The index, written TWI, is the natural log of upslope contributing area divided by the tangent of local slope, or ln(a / tan B). The contributing area term, a, is computed by flow accumulation: an algorithm routes water downhill across every cell of the elevation model and tallies how many cells drain through each point. The slope term, tan B, captures how quickly that accumulated water can leave. High values mean a large catchment draining into a flat spot, which is exactly where water collects and the water table sits near the surface. Low values mark steep, shedding side slopes that stay dry.
What the Data Shows
That geometry is the same physical condition that produces hydric soil morphology. When a soil saturates long enough each year, iron and manganese reduce and migrate, leaving the gray and mottled redoximorphic features and accumulated organic matter that define a hydric classification.

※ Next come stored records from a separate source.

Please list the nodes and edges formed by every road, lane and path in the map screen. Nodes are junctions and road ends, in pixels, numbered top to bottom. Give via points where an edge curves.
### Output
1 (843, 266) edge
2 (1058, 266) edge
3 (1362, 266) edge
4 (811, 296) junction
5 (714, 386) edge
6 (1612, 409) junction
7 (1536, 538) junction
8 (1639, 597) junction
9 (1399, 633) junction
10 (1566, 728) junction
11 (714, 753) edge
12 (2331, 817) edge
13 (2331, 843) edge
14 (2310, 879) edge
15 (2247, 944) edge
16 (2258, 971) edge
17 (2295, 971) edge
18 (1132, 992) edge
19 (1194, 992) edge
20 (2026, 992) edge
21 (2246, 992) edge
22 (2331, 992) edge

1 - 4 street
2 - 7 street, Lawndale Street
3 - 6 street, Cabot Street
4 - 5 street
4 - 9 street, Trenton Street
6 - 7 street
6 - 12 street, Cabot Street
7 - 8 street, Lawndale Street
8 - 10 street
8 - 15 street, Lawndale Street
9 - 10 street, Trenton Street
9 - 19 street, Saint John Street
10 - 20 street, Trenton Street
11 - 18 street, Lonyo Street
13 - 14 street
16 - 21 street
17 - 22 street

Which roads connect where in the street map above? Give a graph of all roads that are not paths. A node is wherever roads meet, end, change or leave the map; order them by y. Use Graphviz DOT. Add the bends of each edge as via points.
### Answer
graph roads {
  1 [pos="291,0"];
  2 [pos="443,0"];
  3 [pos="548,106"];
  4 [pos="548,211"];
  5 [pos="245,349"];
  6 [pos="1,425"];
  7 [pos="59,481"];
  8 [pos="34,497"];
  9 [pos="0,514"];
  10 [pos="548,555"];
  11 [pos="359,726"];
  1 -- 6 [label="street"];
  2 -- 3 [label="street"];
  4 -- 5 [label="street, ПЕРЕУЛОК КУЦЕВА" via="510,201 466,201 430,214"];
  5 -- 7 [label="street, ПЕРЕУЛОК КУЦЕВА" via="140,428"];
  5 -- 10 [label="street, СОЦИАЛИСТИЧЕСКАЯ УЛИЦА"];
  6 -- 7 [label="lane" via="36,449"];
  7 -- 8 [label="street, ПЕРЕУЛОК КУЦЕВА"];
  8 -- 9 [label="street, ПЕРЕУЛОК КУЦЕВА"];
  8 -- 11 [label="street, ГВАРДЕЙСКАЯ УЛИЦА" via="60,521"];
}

Those features persist in the profile even after a site is drained, which is why morphology, not present-day water, anchors the rating. TWI predicts where the morphology should be, and SSURGO records where field crews found it.
For a precision agriculture manager mapping subsurface drainage tile, a wetland regulator triaging a Section 404 footprint, or a GIS analyst prioritizing delineation, TWI is the cheapest first filter available. Query the hydric rating in the SSURGO component table through Soil Data Access, then overlay it on your own TWI raster; lab10yr.com already shows hydric percentage by map unit so you can calibrate the terrain model against mapped morphology.
Terrain Derivative Accuracy — Predicting SSURGO Drainage Class
| State / Region | Accuracy (%) |
|---|---|
| Random Forest (all derivatives) | 83% |
| Topographic Wetness Index | 79% |
| Geomorphon + TWI | 76% |
| Slope Position Index | 68% |
| Profile Curvature | 62% |
| Slope Angle Only | 44% |
| Legacy SSURGO Polygon | 71% |
The Regional Picture
The terrain told you where water goes long before a surveyor walked the line. TWI just reads the message the topography has been holding all along.